··· MATERIAL SHOWN ···

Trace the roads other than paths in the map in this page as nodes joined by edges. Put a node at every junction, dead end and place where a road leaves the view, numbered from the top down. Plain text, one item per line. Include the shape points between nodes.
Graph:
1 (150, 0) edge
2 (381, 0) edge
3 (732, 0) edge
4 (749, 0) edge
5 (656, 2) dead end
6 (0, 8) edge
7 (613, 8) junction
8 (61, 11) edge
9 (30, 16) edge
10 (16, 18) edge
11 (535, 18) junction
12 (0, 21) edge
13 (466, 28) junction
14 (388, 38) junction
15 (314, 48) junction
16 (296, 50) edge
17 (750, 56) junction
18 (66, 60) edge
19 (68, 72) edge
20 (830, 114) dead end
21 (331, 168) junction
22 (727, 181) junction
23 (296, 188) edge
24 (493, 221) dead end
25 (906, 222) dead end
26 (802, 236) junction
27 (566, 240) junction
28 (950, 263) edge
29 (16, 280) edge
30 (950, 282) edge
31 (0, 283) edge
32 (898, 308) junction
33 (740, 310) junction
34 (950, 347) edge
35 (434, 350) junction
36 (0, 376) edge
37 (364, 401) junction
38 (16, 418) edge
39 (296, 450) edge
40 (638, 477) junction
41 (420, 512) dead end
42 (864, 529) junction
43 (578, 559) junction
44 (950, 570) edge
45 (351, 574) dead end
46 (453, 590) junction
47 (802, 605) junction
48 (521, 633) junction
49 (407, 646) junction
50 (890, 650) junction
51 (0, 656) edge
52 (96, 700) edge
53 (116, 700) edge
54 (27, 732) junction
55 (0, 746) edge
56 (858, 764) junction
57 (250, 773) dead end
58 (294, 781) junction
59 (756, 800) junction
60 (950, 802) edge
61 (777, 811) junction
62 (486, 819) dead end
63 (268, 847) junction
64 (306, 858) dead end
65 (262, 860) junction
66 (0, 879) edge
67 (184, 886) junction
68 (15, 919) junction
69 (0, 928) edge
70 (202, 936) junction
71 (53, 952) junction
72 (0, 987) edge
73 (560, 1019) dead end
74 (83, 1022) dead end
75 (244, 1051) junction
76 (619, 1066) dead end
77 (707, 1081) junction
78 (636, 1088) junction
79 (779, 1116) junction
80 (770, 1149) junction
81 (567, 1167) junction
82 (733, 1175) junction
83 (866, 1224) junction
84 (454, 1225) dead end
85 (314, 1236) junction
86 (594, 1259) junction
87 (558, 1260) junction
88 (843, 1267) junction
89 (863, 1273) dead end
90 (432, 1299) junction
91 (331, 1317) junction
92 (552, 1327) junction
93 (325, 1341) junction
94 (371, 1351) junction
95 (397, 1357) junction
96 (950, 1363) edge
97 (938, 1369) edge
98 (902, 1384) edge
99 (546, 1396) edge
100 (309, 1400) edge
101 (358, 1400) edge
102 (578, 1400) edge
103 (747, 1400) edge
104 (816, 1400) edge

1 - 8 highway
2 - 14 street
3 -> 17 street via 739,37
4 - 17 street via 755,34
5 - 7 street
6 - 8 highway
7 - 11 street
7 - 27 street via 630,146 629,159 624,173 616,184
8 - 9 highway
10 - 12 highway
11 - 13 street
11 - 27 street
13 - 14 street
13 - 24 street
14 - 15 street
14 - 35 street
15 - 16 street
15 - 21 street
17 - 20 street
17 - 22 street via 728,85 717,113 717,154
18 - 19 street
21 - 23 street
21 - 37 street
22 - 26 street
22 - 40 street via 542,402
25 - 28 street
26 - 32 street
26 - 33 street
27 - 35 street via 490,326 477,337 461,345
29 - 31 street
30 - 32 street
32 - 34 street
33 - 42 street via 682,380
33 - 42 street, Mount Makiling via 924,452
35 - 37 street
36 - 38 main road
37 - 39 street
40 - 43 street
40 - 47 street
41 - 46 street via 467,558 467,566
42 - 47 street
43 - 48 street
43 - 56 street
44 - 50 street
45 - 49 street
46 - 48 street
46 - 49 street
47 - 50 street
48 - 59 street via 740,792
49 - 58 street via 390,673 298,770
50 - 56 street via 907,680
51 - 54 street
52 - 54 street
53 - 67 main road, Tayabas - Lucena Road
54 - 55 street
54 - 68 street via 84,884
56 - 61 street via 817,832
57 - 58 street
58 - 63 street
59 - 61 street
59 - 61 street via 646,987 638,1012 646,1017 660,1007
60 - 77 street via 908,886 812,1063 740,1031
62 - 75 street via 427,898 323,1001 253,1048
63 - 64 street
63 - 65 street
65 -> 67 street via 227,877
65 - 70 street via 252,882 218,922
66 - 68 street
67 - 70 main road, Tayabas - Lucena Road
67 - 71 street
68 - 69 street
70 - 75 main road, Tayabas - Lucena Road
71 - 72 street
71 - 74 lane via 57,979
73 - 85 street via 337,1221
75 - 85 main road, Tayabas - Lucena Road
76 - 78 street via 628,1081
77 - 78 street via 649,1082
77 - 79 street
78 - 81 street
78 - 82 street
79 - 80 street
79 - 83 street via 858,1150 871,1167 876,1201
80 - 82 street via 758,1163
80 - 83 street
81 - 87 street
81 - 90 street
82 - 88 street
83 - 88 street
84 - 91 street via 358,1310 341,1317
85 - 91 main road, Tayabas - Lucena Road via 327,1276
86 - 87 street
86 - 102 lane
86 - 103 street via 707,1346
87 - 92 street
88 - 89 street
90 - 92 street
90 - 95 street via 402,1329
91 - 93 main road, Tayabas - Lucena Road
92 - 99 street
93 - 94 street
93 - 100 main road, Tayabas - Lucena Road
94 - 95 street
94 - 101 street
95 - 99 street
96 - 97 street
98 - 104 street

···

TASK INSTRUCTIONS ->
Pull out every line above that holds the word "Tayabas".

TASK RESPONSE ->
53 - 67 main road, Tayabas - Lucena Road
67 - 70 main road, Tayabas - Lucena Road
70 - 75 main road, Tayabas - Lucena Road
75 - 85 main road, Tayabas - Lucena Road
85 - 91 main road, Tayabas - Lucena Road via 327,1276
91 - 93 main road, Tayabas - Lucena Road
93 - 100 main road, Tayabas - Lucena Road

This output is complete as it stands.